ECLI:NL:CRVB:2005:AT3282
Centrale Raad van Beroep
- Eerste aanleg - enkelvoudig
- G.L.M.J. Stevens
- Rechtspraak.nl
Ingangsdatum periodieke uitkering onder de Wet uitkeringen vervolgingsslachtoffers 1940-1945
In deze zaak, behandeld door de Centrale Raad van Beroep op 17 maart 2005, gaat het om de ingangsdatum van een periodieke uitkering voor eiseres, die erkend is als vervolgde onder de Wet uitkeringen vervolgingsslachtoffers 1940-1945. Eiseres, geboren in 1937 te Pekalongan, had eerder een NMIK (maandelijks bedrag) toegekend gekregen, maar verzocht in 2003 om een herbeoordeling van haar financiële situatie en de mogelijkheid van een periodieke uitkering. De verweerster, de Raadskamer WUV van de Pensioen- en Uitkeringsraad, kende op 19 december 2003 een periodieke uitkering toe, maar stelde dat deze inging op de eerste dag van de maand waarin het verzoek was ingediend, namelijk 1 september 2003.
Eiseres was het niet eens met deze ingangsdatum en heeft hiertegen beroep ingesteld. Tijdens de zitting op 3 februari 2005 is eiseres in persoon verschenen, terwijl verweerster werd vertegenwoordigd door mr. A. den Held. De Raad overwoog dat er geen grond was voor vernietiging van het bestreden besluit, en dat de wetgeving duidelijk was over de ingangsdatum van de uitkering. De Raad concludeerde dat de periodieke uitkering inderdaad inging op de eerste dag van de maand waarin de aanvraag was ingediend, en dat de verweerster niet kon afwijken van deze wettelijke bepaling.

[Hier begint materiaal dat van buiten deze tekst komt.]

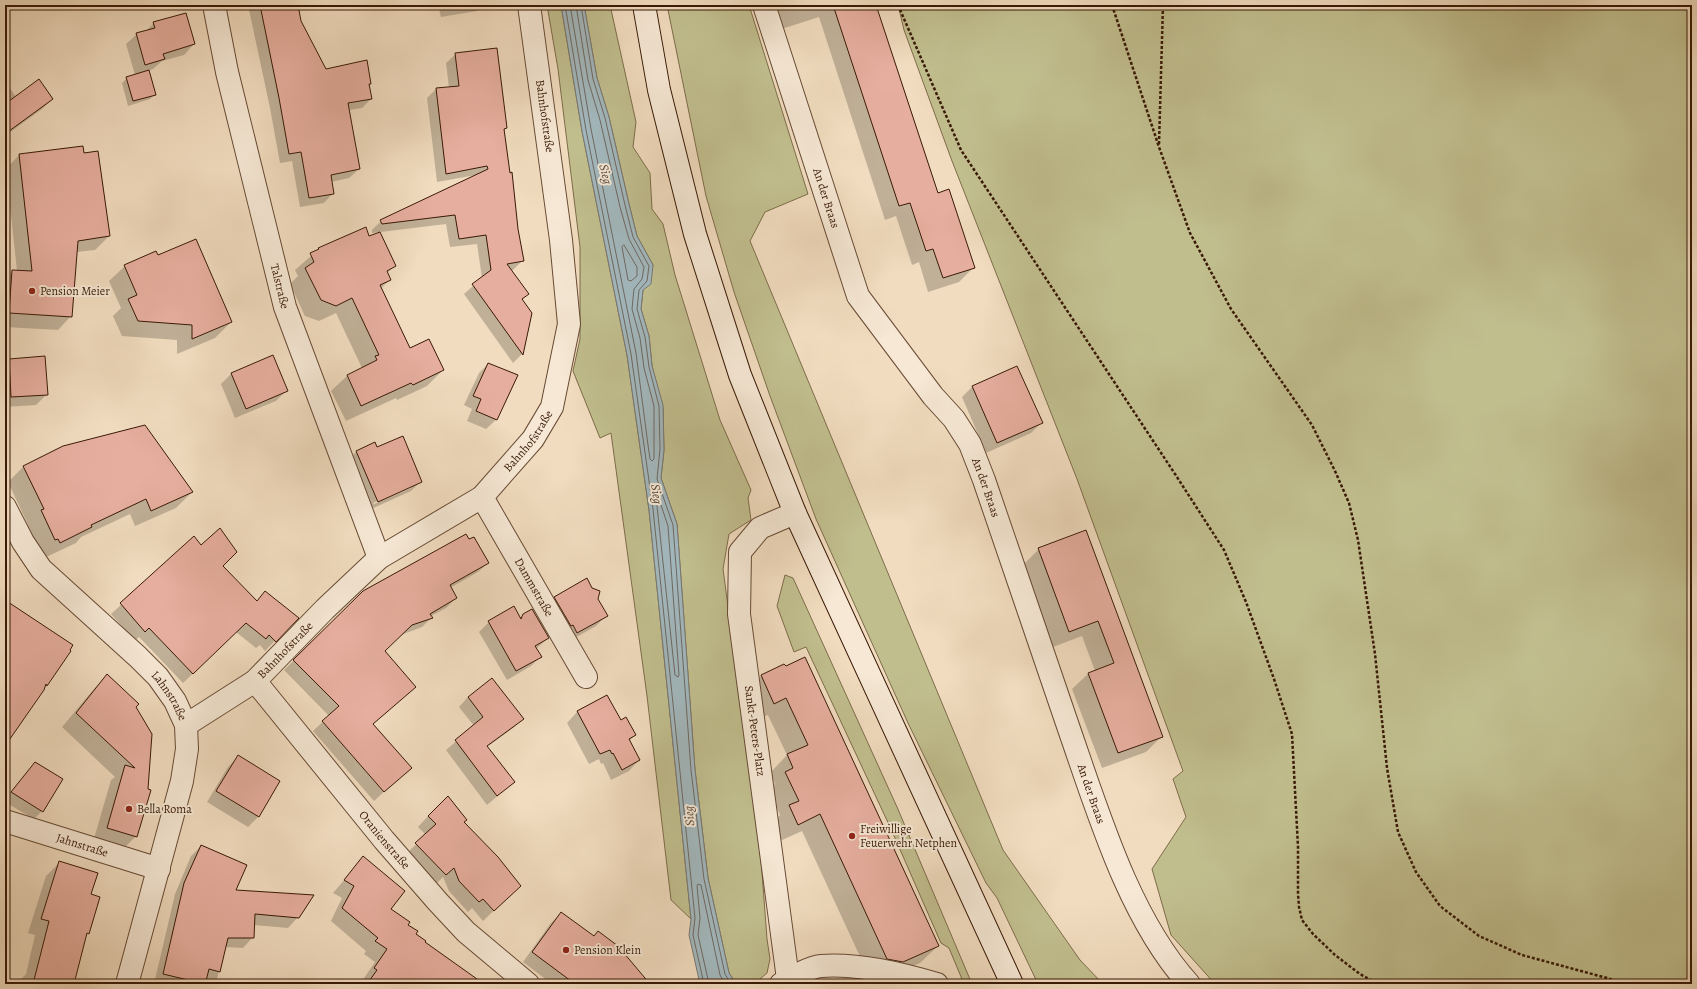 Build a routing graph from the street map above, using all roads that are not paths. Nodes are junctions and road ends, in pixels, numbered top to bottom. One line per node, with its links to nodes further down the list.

De Centrale Raad van Beroep verklaarde het beroep van eiseres ongegrond, en benadrukte dat de bepalingen van de Wet dwingendrechtelijk zijn. Eiseres' argument dat zij niet goed op de hoogte was van financiële en juridische zaken, werd niet als voldoende geacht om van de wettelijke regels af te wijken. De uitspraak werd openbaar uitgesproken door mr. G.L.M.J. Stevens, met J.P. Schieveen als griffier.